> _THE TASK_
Could you retype the entries exactly as they are?

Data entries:
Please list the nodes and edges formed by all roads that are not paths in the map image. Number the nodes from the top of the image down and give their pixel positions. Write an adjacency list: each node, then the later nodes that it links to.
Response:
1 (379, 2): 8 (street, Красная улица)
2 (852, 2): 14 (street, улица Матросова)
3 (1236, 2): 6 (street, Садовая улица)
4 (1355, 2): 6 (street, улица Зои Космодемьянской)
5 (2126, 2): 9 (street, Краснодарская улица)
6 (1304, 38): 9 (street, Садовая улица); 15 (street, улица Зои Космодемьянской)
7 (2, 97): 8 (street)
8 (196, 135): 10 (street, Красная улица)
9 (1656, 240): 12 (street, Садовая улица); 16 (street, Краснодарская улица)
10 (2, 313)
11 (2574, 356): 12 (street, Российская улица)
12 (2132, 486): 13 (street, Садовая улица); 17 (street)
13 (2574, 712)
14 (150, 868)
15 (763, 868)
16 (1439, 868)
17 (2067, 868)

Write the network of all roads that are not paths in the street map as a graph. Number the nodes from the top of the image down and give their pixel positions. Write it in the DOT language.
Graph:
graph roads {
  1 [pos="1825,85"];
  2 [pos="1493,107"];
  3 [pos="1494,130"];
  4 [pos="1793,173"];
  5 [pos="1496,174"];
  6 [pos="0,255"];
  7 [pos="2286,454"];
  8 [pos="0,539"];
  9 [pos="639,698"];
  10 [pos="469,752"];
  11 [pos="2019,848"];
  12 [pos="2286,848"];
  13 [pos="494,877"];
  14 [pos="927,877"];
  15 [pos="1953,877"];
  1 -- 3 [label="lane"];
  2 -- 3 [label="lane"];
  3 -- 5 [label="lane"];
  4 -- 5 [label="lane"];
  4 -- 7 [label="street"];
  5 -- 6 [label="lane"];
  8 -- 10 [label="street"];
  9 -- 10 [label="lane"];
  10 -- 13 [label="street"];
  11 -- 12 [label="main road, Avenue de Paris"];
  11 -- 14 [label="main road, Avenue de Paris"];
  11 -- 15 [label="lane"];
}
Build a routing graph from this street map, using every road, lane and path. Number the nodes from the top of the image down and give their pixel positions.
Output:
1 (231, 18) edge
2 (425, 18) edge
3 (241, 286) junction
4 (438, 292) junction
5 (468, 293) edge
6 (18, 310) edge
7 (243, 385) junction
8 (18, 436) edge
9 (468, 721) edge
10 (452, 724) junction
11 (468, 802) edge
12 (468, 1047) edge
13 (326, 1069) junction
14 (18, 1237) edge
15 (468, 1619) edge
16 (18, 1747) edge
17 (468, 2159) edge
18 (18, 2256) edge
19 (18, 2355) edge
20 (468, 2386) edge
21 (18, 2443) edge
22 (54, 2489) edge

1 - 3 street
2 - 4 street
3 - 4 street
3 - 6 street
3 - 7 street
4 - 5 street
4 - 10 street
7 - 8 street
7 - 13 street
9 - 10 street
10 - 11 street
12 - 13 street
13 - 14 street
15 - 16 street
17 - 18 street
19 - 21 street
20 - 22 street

> _ANSWER SECTION_
Please list the nodes and edges formed by all roads that are not paths in the map image. Number the nodes from the top of the image down and give their pixel positions. Write an adjacency list: each node, then the later nodes that it links to.
Response:
1 (379, 2): 8 (street, Красная улица)
2 (852, 2): 14 (street, улица Матросова)
3 (1236, 2): 6 (street, Садовая улица)
4 (1355, 2): 6 (street, улица Зои Космодемьянской)
5 (2126, 2): 9 (street, Краснодарская улица)
6 (1304, 38): 9 (street, Садовая улица); 15 (street, улица Зои Космодемьянской)
7 (2, 97): 8 (street)
8 (196, 135): 10 (street, Красная улица)
9 (1656, 240): 12 (street, Садовая улица); 16 (street, Краснодарская улица)
10 (2, 313)
11 (2574, 356): 12 (street, Российская улица)
12 (2132, 486): 13 (street, Садовая улица); 17 (street)
13 (2574, 712)
14 (150, 868)
15 (763, 868)
16 (1439, 868)
17 (2067, 868)

Write the network of all roads that are not paths in the street map as a graph. Number the nodes from the top of the image down and give their pixel positions. Write it in the DOT language.
Graph:
graph roads {
  1 [pos="1825,85"];
  2 [pos="1493,107"];
  3 [pos="1494,130"];
  4 [pos="1793,173"];
  5 [pos="1496,174"];
  6 [pos="0,255"];
  7 [pos="2286,454"];
  8 [pos="0,539"];
  9 [pos="639,698"];
  10 [pos="469,752"];
  11 [pos="2019,848"];
  12 [pos="2286,848"];
  13 [pos="494,877"];
  14 [pos="927,877"];
  15 [pos="1953,877"];
  1 -- 3 [label="lane"];
  2 -- 3 [label="lane"];
  3 -- 5 [label="lane"];
  4 -- 5 [label="lane"];
  4 -- 7 [label="street"];
  5 -- 6 [label="lane"];
  8 -- 10 [label="street"];
  9 -- 10 [label="lane"];
  10 -- 13 [label="street"];
  11 -- 12 [label="main road, Avenue de Paris"];
  11 -- 14 [label="main road, Avenue de Paris"];
  11 -- 15 [label="lane"];
}
Build a routing graph from this street map, using every road, lane and path. Number the nodes from the top of the image down and give their pixel positions.
Output:
1 (231, 18) edge
2 (425, 18) edge
3 (241, 286) junction
4 (438, 292) junction
5 (468, 293) edge
6 (18, 310) edge
7 (243, 385) junction
8 (18, 436) edge
9 (468, 721) edge
10 (452, 724) junction
11 (468, 802) edge
12 (468, 1047) edge
13 (326, 1069) junction
14 (18, 1237) edge
15 (468, 1619) edge
16 (18, 1747) edge
17 (468, 2159) edge
18 (18, 2256) edge
19 (18, 2355) edge
20 (468, 2386) edge
21 (18, 2443) edge
22 (54, 2489) edge

1 - 3 street
2 - 4 street
3 - 4 street
3 - 6 street
3 - 7 street
4 - 5 street
4 - 10 street
7 - 8 street
7 - 13 street
9 - 10 street
10 - 11 street
12 - 13 street
13 - 14 street
15 - 16 street
17 - 18 street
19 - 21 street
20 - 22 street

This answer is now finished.